[Data for this task Boundary: Start]

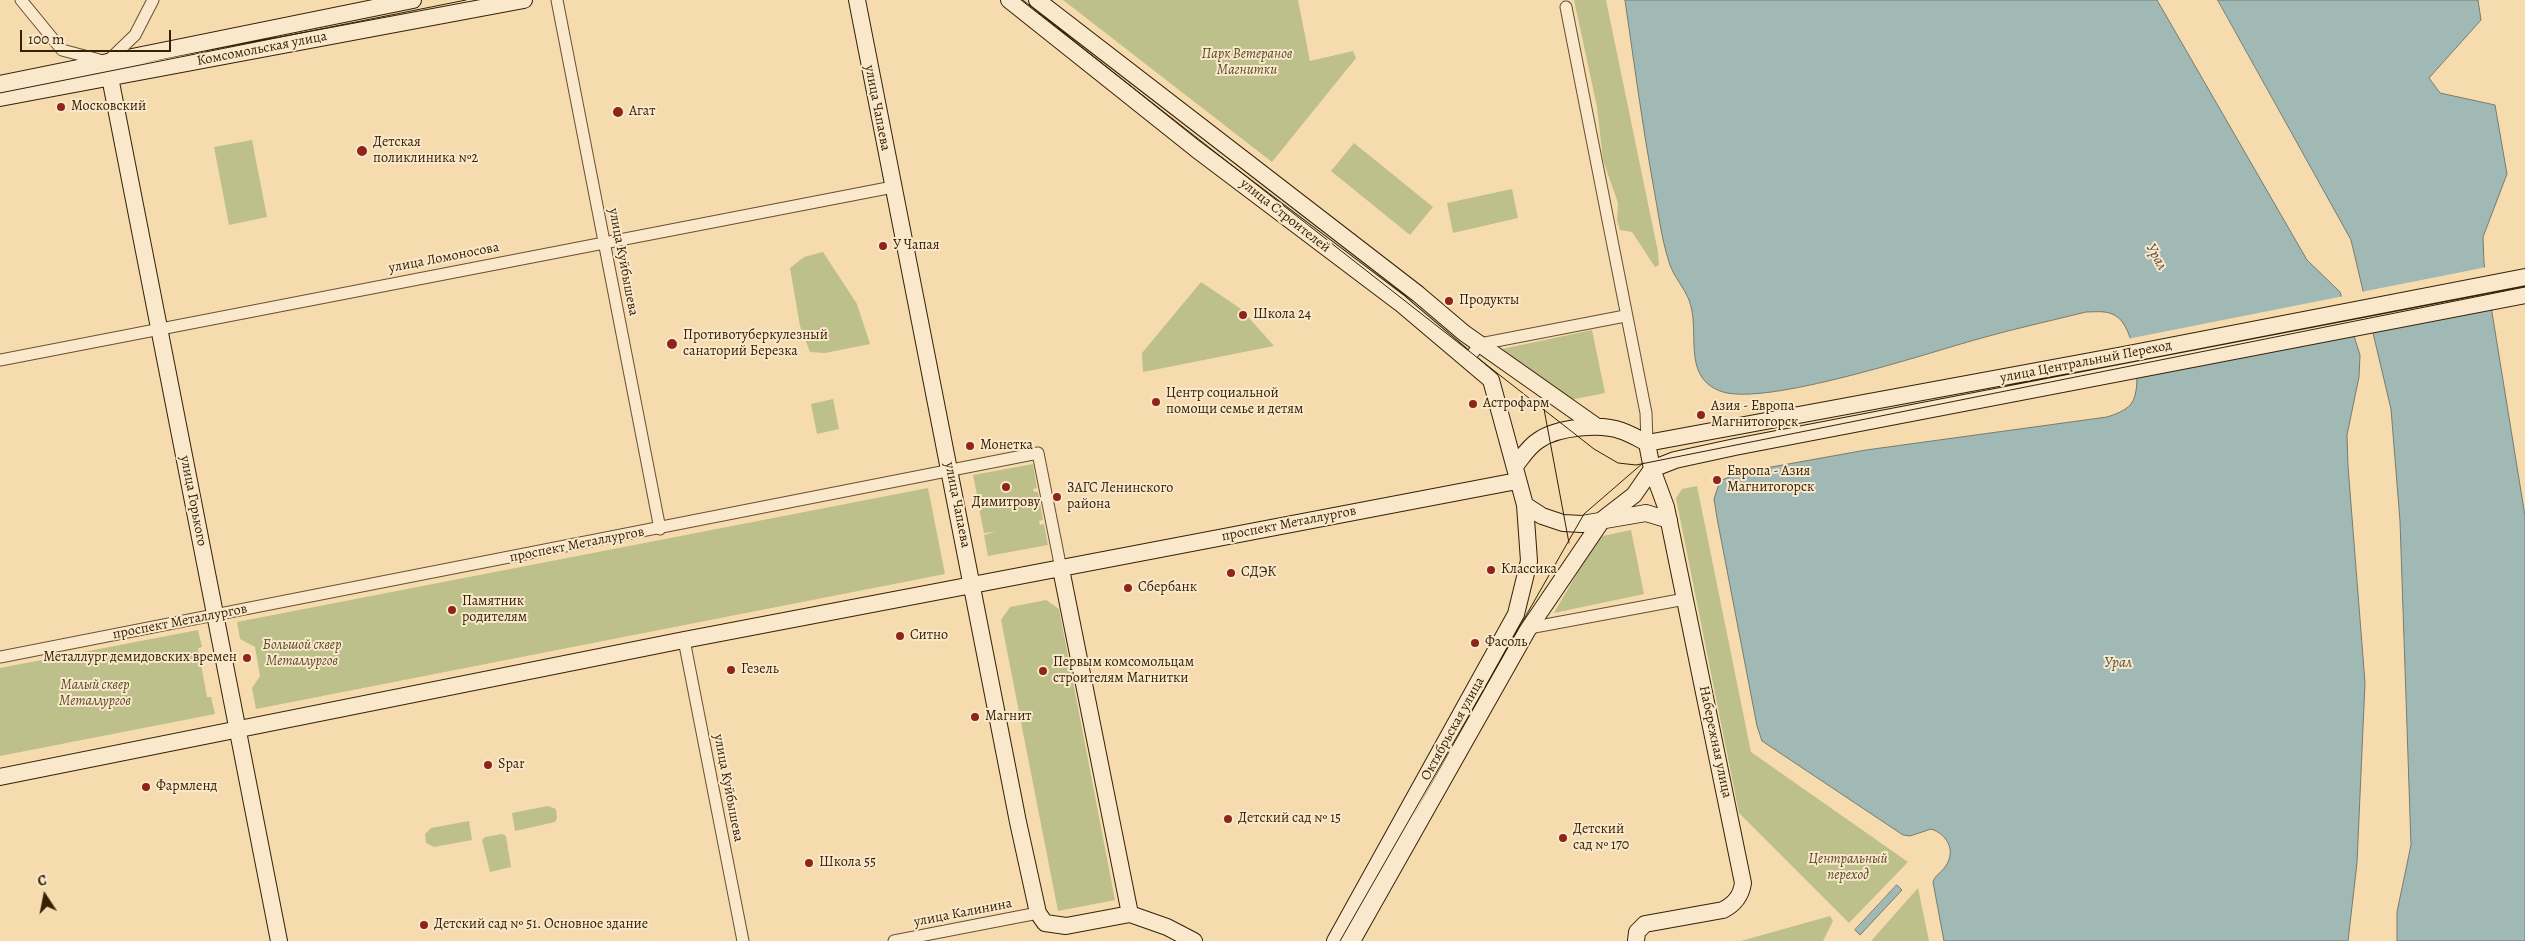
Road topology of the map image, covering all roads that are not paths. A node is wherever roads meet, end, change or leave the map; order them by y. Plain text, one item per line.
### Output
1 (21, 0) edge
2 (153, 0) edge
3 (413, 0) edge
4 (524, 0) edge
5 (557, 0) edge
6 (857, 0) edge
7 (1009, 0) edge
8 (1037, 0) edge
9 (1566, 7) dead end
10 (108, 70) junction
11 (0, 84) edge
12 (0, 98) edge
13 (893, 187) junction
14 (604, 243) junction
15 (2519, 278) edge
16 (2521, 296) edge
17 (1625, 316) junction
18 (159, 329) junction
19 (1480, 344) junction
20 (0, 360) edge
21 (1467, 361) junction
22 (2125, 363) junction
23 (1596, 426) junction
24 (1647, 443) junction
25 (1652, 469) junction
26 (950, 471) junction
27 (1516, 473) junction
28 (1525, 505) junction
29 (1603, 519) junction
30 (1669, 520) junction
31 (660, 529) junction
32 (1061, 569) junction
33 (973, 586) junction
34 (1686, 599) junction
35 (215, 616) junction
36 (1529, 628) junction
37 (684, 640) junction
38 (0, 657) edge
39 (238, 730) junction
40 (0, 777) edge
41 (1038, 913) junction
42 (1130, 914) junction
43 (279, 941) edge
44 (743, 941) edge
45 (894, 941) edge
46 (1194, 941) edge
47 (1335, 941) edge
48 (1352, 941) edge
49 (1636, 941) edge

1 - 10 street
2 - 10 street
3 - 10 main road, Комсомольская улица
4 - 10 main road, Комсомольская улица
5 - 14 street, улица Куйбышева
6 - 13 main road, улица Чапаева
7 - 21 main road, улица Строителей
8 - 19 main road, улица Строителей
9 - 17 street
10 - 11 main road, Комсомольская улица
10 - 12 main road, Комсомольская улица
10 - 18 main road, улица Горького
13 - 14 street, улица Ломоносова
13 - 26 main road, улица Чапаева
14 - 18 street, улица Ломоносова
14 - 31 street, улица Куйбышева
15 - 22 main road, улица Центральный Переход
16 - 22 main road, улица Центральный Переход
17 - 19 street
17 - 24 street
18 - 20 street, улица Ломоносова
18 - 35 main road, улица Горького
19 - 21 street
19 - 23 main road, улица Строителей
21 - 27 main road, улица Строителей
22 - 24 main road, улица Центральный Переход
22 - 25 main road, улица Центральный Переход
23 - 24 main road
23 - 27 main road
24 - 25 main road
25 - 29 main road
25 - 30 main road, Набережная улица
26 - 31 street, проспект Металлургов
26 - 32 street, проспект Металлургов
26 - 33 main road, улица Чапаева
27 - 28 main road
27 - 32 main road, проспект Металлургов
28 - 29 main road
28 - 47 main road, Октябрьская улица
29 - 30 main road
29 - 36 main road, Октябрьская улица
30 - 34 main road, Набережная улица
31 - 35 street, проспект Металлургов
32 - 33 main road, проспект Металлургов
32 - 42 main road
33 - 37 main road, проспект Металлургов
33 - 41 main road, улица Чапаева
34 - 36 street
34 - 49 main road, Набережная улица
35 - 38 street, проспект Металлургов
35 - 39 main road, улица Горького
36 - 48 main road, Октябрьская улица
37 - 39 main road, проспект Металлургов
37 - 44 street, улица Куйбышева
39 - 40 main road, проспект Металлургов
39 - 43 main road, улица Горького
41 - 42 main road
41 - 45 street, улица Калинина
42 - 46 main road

[Data for this task Boundary: End]
[Data for this task Boundary: Start]

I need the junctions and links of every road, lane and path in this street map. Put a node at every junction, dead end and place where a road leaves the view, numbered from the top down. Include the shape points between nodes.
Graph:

[Data for this task Boundary: End]
[Data for this task Boundary: Start]

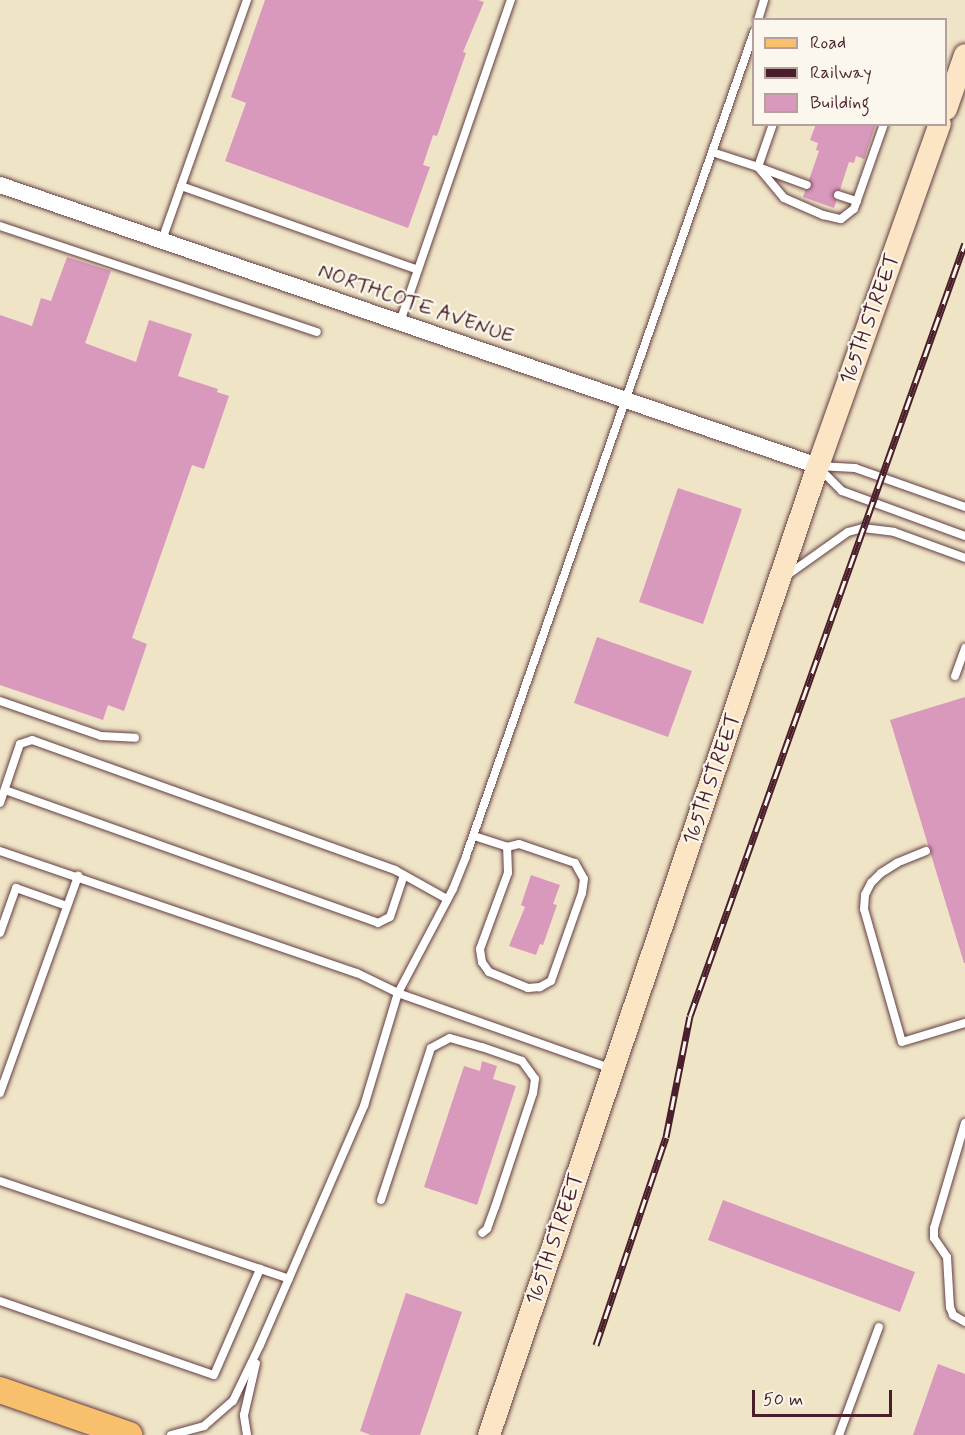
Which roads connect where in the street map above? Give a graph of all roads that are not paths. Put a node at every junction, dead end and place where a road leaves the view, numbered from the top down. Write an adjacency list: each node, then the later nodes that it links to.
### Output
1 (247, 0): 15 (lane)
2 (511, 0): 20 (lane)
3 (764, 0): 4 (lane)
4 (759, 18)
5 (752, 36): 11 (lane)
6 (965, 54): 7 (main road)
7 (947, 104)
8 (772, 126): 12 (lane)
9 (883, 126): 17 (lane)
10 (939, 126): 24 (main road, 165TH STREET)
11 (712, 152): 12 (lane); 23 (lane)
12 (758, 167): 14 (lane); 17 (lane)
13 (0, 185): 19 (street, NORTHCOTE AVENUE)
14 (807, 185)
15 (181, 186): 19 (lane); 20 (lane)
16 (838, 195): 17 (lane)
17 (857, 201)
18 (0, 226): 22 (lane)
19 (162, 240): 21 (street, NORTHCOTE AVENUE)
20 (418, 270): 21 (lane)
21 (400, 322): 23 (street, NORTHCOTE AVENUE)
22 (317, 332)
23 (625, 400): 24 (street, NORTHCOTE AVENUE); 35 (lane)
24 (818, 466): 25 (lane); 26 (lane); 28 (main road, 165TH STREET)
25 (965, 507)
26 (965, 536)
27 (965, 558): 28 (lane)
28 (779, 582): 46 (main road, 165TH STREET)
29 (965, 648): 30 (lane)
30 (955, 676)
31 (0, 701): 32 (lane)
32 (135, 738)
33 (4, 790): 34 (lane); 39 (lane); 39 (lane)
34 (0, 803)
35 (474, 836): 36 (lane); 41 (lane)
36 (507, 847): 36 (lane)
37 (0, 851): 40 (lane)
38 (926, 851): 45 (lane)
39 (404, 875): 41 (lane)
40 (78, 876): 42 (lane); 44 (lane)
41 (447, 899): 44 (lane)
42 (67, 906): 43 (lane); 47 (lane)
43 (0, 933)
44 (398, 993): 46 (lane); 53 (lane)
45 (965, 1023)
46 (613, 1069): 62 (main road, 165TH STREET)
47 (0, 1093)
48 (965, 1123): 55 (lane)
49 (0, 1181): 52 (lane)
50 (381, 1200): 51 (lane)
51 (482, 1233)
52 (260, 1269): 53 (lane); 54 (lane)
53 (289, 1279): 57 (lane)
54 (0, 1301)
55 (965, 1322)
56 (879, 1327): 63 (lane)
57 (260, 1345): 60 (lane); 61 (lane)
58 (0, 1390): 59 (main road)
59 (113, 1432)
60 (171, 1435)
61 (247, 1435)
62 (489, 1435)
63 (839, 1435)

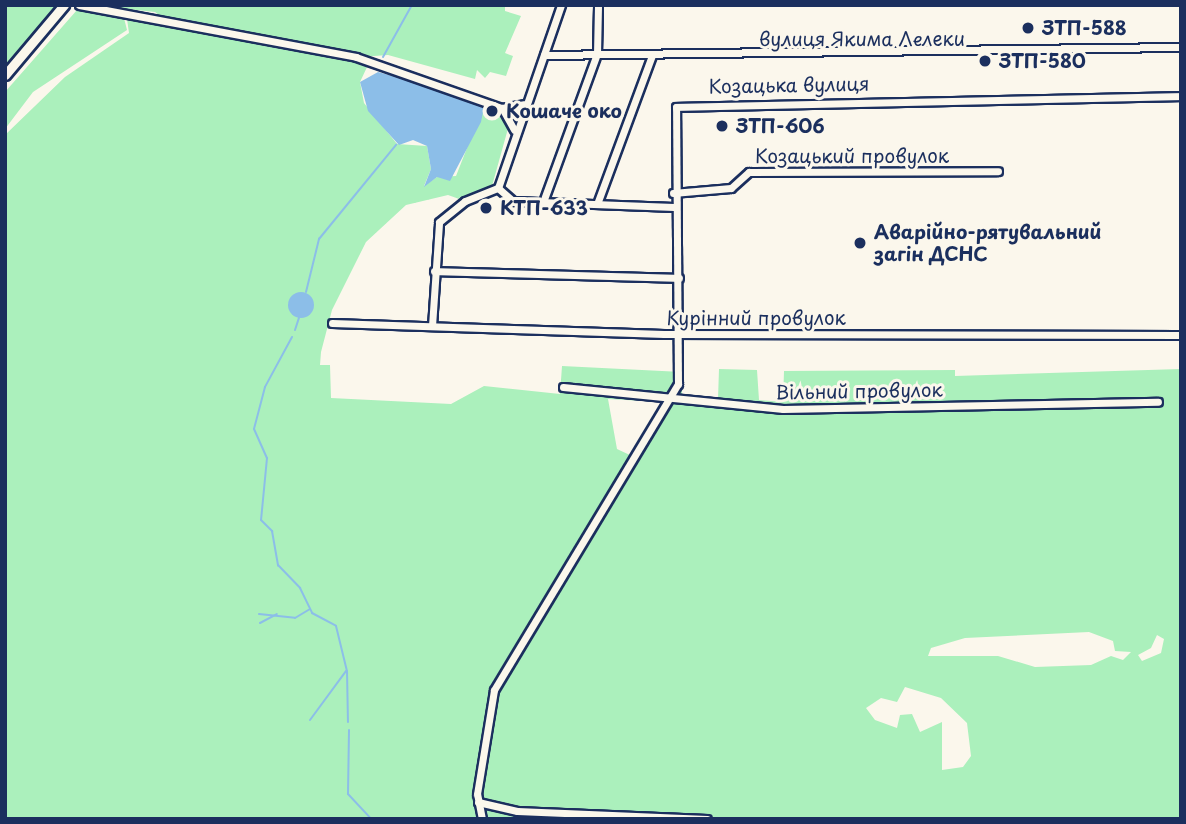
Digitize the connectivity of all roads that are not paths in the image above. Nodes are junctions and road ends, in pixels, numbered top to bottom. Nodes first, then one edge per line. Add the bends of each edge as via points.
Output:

[Data for this task Boundary: End]

## Exercise objective
For the records above, state how many lines contain the string "that", with no added text.

## Answer area
3